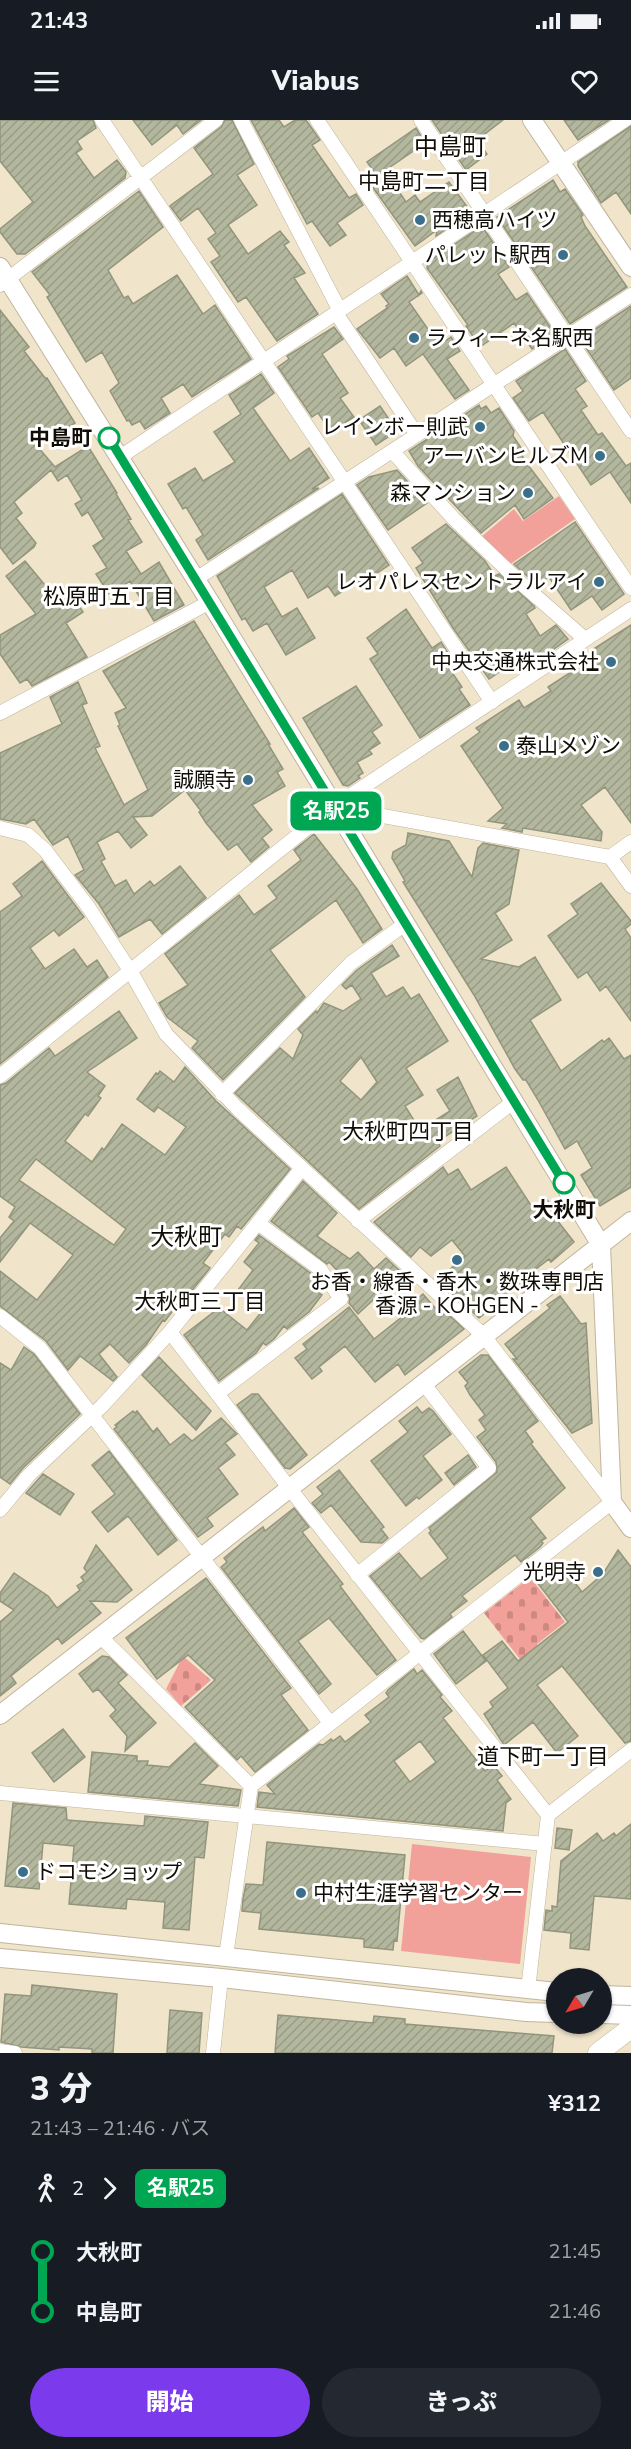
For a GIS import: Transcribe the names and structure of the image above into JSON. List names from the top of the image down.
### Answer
{
  "districts": [
    "中島町",
    "中島町二丁目",
    "松原町五丁目",
    "大秋町四丁目",
    "大秋町",
    "大秋町三丁目",
    "道下町一丁目"
  ],
  "places": [
    "西穂高ハイツ",
    "パレット駅西",
    "ラフィーネ名駅西",
    "レインボー則武",
    "中島町",
    "アーバンヒルズM",
    "森マンション",
    "レオパレスセントラルアイ",
    "中央交通株式会社",
    "泰山メゾン",
    "誠願寺",
    "大秋町",
    "お香・線香・香木・数珠専門店 香源 - KOHGEN -",
    "光明寺",
    "ドコモショップ",
    "中村生涯学習センター"
  ],
  "lines": ["bus line 名駅25"],
  "north": "bottom left",
  "page": {
    "status": "21:43",
    "header": "Viabus",
    "on_map": "名駅25",
    "heading": ["3 分", "21:43 – 21:46 · バス", "¥312"],
    "legs": ["2", "名駅25"],
    "list": [
      {
        "name": "大秋町",
        "value": "21:45"
      },
      {
        "name": "中島町",
        "value": "21:46"
      }
    ],
    "buttons": ["開始", "きっぷ"]
  }
}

___

▶ **ACTIVITY**:
Although the records contain pictures, transcribe only their text, exactly as written.

▶ **WRITTEN RESPONSE**:
For a GIS import: Transcribe the names and structure of the image above into JSON. List names from the top of the image down.
### Answer
{
  "districts": [
    "中島町",
    "中島町二丁目",
    "松原町五丁目",
    "大秋町四丁目",
    "大秋町",
    "大秋町三丁目",
    "道下町一丁目"
  ],
  "places": [
    "西穂高ハイツ",
    "パレット駅西",
    "ラフィーネ名駅西",
    "レインボー則武",
    "中島町",
    "アーバンヒルズM",
    "森マンション",
    "レオパレスセントラルアイ",
    "中央交通株式会社",
    "泰山メゾン",
    "誠願寺",
    "大秋町",
    "お香・線香・香木・数珠専門店 香源 - KOHGEN -",
    "光明寺",
    "ドコモショップ",
    "中村生涯学習センター"
  ],
  "lines": ["bus line 名駅25"],
  "north": "bottom left",
  "page": {
    "status": "21:43",
    "header": "Viabus",
    "on_map": "名駅25",
    "heading": ["3 分", "21:43 – 21:46 · バス", "¥312"],
    "legs": ["2", "名駅25"],
    "list": [
      {
        "name": "大秋町",
        "value": "21:45"
      },
      {
        "name": "中島町",
        "value": "21:46"
      }
    ],
    "buttons": ["開始", "きっぷ"]
  }
}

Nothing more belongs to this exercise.